Music Store closes its doors this fall, the company announced today, past customers dependent on their music “phoning home” to get license approval before playing are out of luck” (Kirkpatrick 2008).

The introduction of the concept of DRM and its eventual decline can be explained by the fact that even as recently as ten years ago, the entertainment industry associated with the distribution of physical carriers of digital content, such as DVDs and CDs, was considered to be utterly lucrative.

However, the rapid progress in the field of IT technologies and the expansion of the worldwide web had significantly reduced the number of profits generated by “third party,” that is – corporate copyright holders. After all, downloading free digital content of the Internet in the privacy of one’s home makes so much more sense than buying the same content recorded onto DVD or CD in the store (which may be located far away) for money.

Conclusion

And, it is needless to mention that people that used to make millions and millions of dollars on the distribution of DVDs and CDs were not entirely happy about such a development. They began to scream bloody murder over what they perceive as “piracy” while appealing to the government to pass new copyright laws and regulations, which they naively expect would prevent Internet users from being able to gain free access to digital content online.

Thus, we can say that DRM represents a technological form of economic protectionism – while acting on behalf of large Media companies, governmental officials strive to regulate operational dynamics in the field of IT technology, without understanding that this simply cannot be done effectively.

The fact that anyone, with even superficial knowledge of software programming, can easily download just about any content of the Internet, without bothering to pay “fees” and without risking the chance of being criminally persecuted serves as the best proof as to the validity of earlier suggestion.

Therefore, we should refer to the introduction of DRM as to what it really is – a pathetic attempt, on the part of agents of mediocrity who pose as “moralists,” to impose their existential backwardness onto the realm of virtual reality.

This is why only utterly naïve individuals may seriously expect this concept to be able to survive for even as little as the next 5-10 years, especially given the fact that the progress in the field of IT technologies relates to the flow of time in geometrical progression. In his lecture “The Law of Accelerating Returns,” Ray Kurzweil says: “When the Internet went from 20,000 to 80,000 nodes over a two year period during the 1980s, this progress remained hidden from the general public.

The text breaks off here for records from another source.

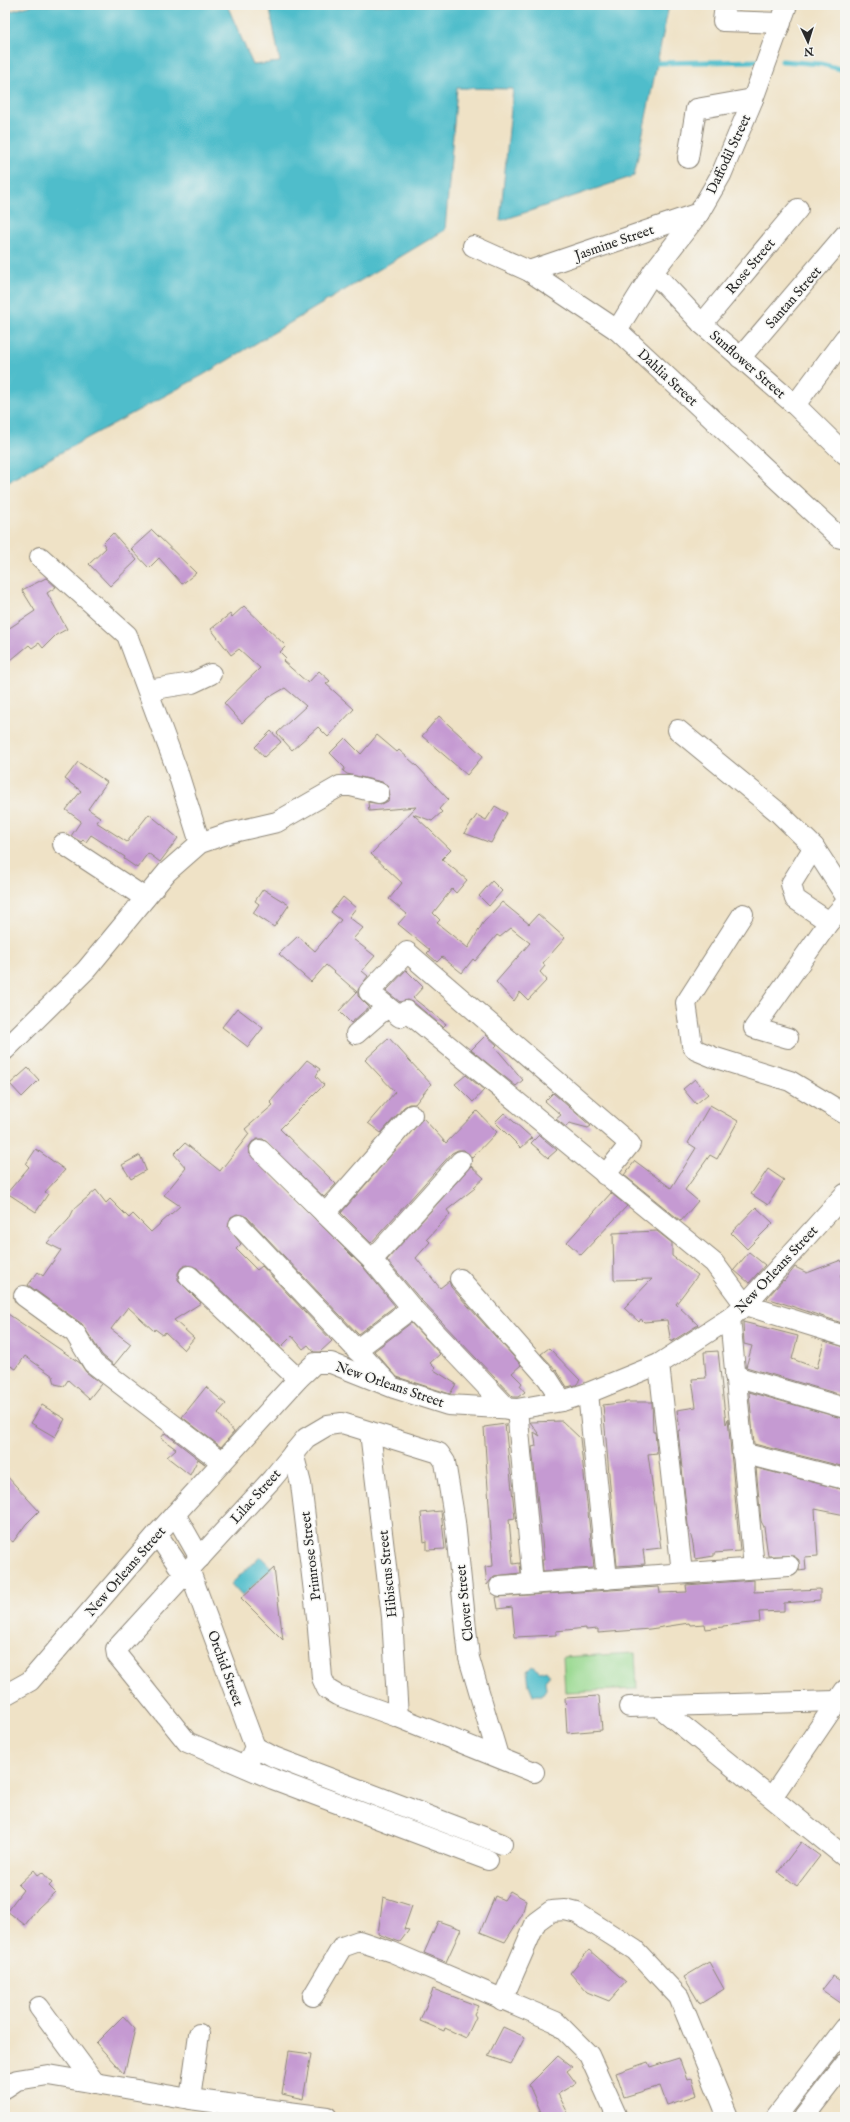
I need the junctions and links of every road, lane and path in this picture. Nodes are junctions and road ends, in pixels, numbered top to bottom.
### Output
1 (724, 13) edge
2 (784, 14) edge
3 (753, 99) junction
4 (688, 158) dead end
5 (798, 209) dead end
6 (699, 213) junction
7 (845, 236) edge
8 (474, 246) dead end
9 (529, 271) junction
10 (653, 272) junction
11 (702, 324) junction
12 (617, 330) junction
13 (845, 338) edge
14 (740, 358) junction
15 (795, 405) junction
16 (845, 453) edge
17 (843, 535) edge
18 (40, 557) dead end
19 (211, 674) dead end
20 (148, 690) junction
21 (678, 730) dead end
22 (379, 793) dead end
23 (200, 842) junction
24 (63, 844) dead end
25 (814, 848) junction
26 (845, 894) edge
27 (145, 898) junction
28 (845, 904) edge
29 (743, 914) dead end
30 (829, 922) junction
31 (387, 1007) junction
32 (356, 1034) dead end
33 (788, 1038) dead end
34 (5, 1050) edge
35 (845, 1114) edge
36 (412, 1116) dead end
37 (260, 1150) dead end
38 (461, 1161) dead end
39 (606, 1175) junction
40 (845, 1194) edge
41 (325, 1214) junction
42 (239, 1225) dead end
43 (372, 1260) junction
44 (189, 1276) dead end
45 (460, 1279) dead end
46 (24, 1296) dead end
47 (745, 1305) junction
48 (412, 1308) junction
49 (730, 1318) junction
50 (845, 1336) edge
51 (356, 1350) junction
52 (659, 1364) junction
53 (735, 1376) junction
54 (298, 1378) junction
55 (394, 1388) junction
56 (588, 1393) junction
57 (562, 1400) junction
58 (845, 1408) edge
59 (512, 1409) junction
60 (370, 1432) junction
61 (434, 1452) joint
62 (293, 1453) junction
63 (742, 1453) junction
64 (222, 1462) junction
65 (845, 1479) edge
66 (175, 1514) junction
67 (157, 1534) junction
68 (788, 1566) dead end
69 (191, 1567) junction
70 (754, 1568) junction
71 (682, 1574) junction
72 (607, 1579) junction
73 (533, 1583) junction
74 (500, 1586) dead end
75 (5, 1695) edge
76 (840, 1695) edge
77 (658, 1706) junction
78 (629, 1707) dead end
79 (398, 1717) junction
80 (255, 1747) junction
81 (498, 1756) junction
82 (246, 1766) junction
83 (534, 1772) dead end
84 (772, 1797) junction
85 (502, 1844) dead end
86 (845, 1857) edge
87 (488, 1860) dead end
88 (314, 1996) dead end
89 (502, 2000) junction
90 (39, 2007) dead end
91 (845, 2028) edge
92 (199, 2034) dead end
93 (828, 2049) junction
94 (845, 2063) edge
95 (95, 2083) junction
96 (5, 2088) edge
97 (190, 2099) junction
98 (327, 2117) edge
99 (617, 2117) edge
100 (728, 2117) edge
101 (776, 2117) edge
102 (804, 2117) edge

1 - 2 street
2 - 3 street, Daffodil Street
3 - 4 street
3 - 6 street, Daffodil Street
5 - 11 street, Rose Street
6 - 9 street, Jasmine Street
6 - 10 street, Daffodil Street
7 - 14 street, Santan Street
8 - 9 street, Dahlia Street
9 - 12 street, Dahlia Street
10 - 11 street, Sunflower Street
10 - 12 street, Daffodil Street
11 - 14 street, Sunflower Street
12 - 17 street, Dahlia Street
13 - 15 street
14 - 15 street, Sunflower Street
15 - 16 street, Sunflower Street
18 - 20 street
19 - 20 street
20 - 23 street
21 - 25 street
22 - 23 street
23 - 27 street
24 - 27 street
25 - 26 street
25 - 30 street
27 - 34 street
28 - 30 street
29 - 35 street
30 - 33 street
31 - 32 street
31 - 39 street
31 - 39 street
36 - 41 street
37 - 41 street
38 - 43 street
39 - 47 street
40 - 47 street, New Orleans Street
41 - 43 street
42 - 51 street
43 - 48 street
44 - 54 street
45 - 57 street
46 - 64 street
47 - 49 street, New Orleans Street
47 - 50 street
48 - 51 street
48 - 59 street
49 - 52 street, New Orleans Street
49 - 53 street
51 - 55 street
52 - 56 street, New Orleans Street
52 - 71 street
53 - 58 street
53 - 63 street
54 - 55 street, New Orleans Street
54 - 64 street, New Orleans Street
55 - 59 street, New Orleans Street
56 - 57 street, New Orleans Street
56 - 72 street
57 - 59 street, New Orleans Street
59 - 73 street
60 - 61 street, Lilac Street
60 - 62 street, Lilac Street
60 - 79 street, Hibiscus Street
61 - 81 street, Clover Street
62 - 69 street, Lilac Street
62 - 79 street, Primrose Street
63 - 65 street
63 - 70 street
64 - 66 street, New Orleans Street
66 - 67 street, New Orleans Street
66 - 69 street
67 - 69 street
67 - 75 street, New Orleans Street
68 - 70 street
69 - 80 street, Orchid Street
69 - 82 street, Lilac Street
70 - 71 street
71 - 72 street
72 - 73 street
73 - 74 street
76 - 77 street
76 - 84 street
77 - 78 street
77 - 84 street
79 - 81 street, Primrose Street
80 - 82 street
80 - 85 street
81 - 83 street, Primrose Street
82 - 87 street
84 - 86 street
88 - 89 street
89 - 99 street
89 - 100 street
90 - 95 street
91 - 93 street
92 - 97 street
93 - 94 street
93 - 101 street
94 - 102 street
95 - 96 street
95 - 97 street
97 - 98 street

A decade later, when it went from 20 million to 80 million nodes in the same amount of time, the impact was rather conspicuous” (Kurzweil 2001). Thus, it will not be too daring, on our part, to suggest that in a few years from now, the concept of DRM might become completely abandoned, due to its anti-technological essence.

Bibliography

Baase, Sara “A Gift of Fire: Social, Legal, and Ethical Issues for Computing and the Internet”. NJ. Upper Saddle River: Prentice Hall, 2008.

Bechtold, Stefan “Digital Rights Management in the United States and Europe”. The American Journal of Comparative Law 52. 2 (2004): 323-382.

Court Jails Pirate Bay Founders. 2009. BBC News.

Job, Steve “Thoughts on Music”. 2007. MacRumors.Com.

Kirkpatrick, Marshall “The Final Days of DRM: Yahoo Music Store Closing Will Eat Your Purchased Music”. 2008. ReadWriteWeb.Com.

Kurzweil, Ray “The Law of Accelerating Returns”. 2001. KurzweilAI.Net.